Tarek Winters stared right ahead.

 

 

 

 

 

 

 

 

 

 

 

 

 

 

 

 

 


The life of spies is to know, not to be known.”

 

- George Herbert

 

 

 

 

 

 

C H A P T E R  1 2

 

 

 

The Pyramid, Chicago, North American Union, Earth.

 

August, 2797 C.E.

 

Snow drifted through the air, dancing across the deep green and blue waves of Lake Michigan and the air defense systems hidden right beneath the water's surface. On the few terraces of the Pyramid and in the streets of Chicago people pulled their coat collars higher and their hats deeper to evade as much of the crisp breeze as possible. Winter drew near across the northern hemisphere. As far down as the highlands of Guatemala the first frosts had settled in. The frosty weather had been accompanied by a slow but steady cool-down of the relations between the Big Three, and by a growing disquiet about the far away war everybody knew far too little about. Everybody was too far behind the pace of events, and the instability in the far away reaches on the outer edge of the Orion Spur was sending ripples through space that were felt everywhere. The stars stirred.

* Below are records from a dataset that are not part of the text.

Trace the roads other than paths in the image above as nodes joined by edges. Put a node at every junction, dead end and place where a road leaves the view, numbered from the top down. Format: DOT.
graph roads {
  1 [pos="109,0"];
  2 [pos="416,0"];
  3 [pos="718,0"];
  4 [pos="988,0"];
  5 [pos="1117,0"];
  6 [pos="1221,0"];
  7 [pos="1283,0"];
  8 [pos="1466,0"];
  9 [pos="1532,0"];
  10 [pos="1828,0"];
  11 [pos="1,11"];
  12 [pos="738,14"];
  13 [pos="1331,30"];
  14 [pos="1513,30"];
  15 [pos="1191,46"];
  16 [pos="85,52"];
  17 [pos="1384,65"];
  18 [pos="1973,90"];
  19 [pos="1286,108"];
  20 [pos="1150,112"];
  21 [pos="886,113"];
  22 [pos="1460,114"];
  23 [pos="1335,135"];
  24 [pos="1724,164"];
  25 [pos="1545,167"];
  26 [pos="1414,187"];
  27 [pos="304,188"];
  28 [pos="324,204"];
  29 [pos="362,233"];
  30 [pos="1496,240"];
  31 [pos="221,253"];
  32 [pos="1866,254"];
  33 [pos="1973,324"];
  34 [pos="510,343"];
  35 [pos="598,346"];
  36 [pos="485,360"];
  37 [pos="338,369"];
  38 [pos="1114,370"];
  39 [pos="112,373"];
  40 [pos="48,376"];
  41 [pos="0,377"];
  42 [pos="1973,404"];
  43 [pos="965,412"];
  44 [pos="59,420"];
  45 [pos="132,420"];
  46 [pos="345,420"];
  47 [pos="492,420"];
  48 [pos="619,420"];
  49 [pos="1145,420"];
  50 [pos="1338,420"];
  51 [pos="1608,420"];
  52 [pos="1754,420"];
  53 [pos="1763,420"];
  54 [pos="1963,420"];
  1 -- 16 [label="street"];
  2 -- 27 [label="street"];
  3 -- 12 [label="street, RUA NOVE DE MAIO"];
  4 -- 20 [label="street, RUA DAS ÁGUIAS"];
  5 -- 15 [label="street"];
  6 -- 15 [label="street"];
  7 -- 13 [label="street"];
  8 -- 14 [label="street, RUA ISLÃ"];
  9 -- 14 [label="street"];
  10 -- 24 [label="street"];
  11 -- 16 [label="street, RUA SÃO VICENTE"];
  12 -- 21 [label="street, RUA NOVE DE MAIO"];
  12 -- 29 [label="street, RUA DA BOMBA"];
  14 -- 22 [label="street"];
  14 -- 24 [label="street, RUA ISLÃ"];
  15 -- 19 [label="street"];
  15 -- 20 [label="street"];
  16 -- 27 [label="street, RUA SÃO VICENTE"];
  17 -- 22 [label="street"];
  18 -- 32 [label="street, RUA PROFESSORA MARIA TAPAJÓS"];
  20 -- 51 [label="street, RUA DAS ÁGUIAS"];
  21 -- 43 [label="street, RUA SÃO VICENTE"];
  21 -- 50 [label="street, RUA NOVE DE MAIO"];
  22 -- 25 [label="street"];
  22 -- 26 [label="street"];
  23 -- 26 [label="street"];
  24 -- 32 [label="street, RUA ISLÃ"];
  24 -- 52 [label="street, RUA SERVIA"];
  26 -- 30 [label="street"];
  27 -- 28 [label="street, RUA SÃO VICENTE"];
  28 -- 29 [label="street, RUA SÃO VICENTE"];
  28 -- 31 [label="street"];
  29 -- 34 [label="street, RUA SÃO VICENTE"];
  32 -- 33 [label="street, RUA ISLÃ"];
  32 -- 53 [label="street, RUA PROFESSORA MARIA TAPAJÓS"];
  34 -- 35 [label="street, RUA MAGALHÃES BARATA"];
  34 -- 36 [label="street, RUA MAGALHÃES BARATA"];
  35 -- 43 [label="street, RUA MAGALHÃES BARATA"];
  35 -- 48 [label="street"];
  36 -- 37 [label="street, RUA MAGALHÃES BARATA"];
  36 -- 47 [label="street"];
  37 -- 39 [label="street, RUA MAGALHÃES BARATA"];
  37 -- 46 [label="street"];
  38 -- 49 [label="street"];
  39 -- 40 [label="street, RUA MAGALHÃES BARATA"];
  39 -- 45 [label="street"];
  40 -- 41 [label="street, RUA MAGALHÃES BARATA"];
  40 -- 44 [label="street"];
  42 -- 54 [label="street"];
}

The Pact of Ten Suns was in turmoil, with one part trying to put up enough resolve to join the fight, one wanting nothing to do with it, and one wishing their star systems could be moved to a place half a galaxy away. What little factual news could be gathered from Ukhuri Prime and the Rasenni upper echelons gave conflicting signals about what course of events could be expected there. No news was bad news. No news meant instability, and instability all too often was the precursor to war. The Union did a good deal of trade with both alien powers. If they were to exchange hostilities how would that affect the Union's economy –- and the safety of its merchantmen? Closer to home, piracy around the periphery of human settled space had experienced a boom, despite intensified patrols.

And still closer to home a new round of combat had flared up between the Starkingdom of Pegasus and the Republic of Skyrise over the control of Elysium and its foldspace junction. Both sides used the black market and backdoor channels to buy military hardware from each of the Big Three, and the Euros even had military advisers in the Pegasus system. Their little war had been a convenient way for the larger players to see their new hardware in action. Never so much that anybody could have pointed fingers and drawn them into it: a missile seeker here, a tachyon sensor subsystem there, and always under the unshakeable understanding that they were trading down to a tech base that was, at best, second rate. But if his sources were to be believed, the EMC's suits in Pegasus had been quite shocked when they got hold of the stats of their navy's new long range missiles. And Nouveau Milan, the capital of the Republic of Skyrise, had tacitly turned down an ONI front's offer to supply them with a limited number of the latest generation of the
Eclipse
EW suite. The implications there were... troubling.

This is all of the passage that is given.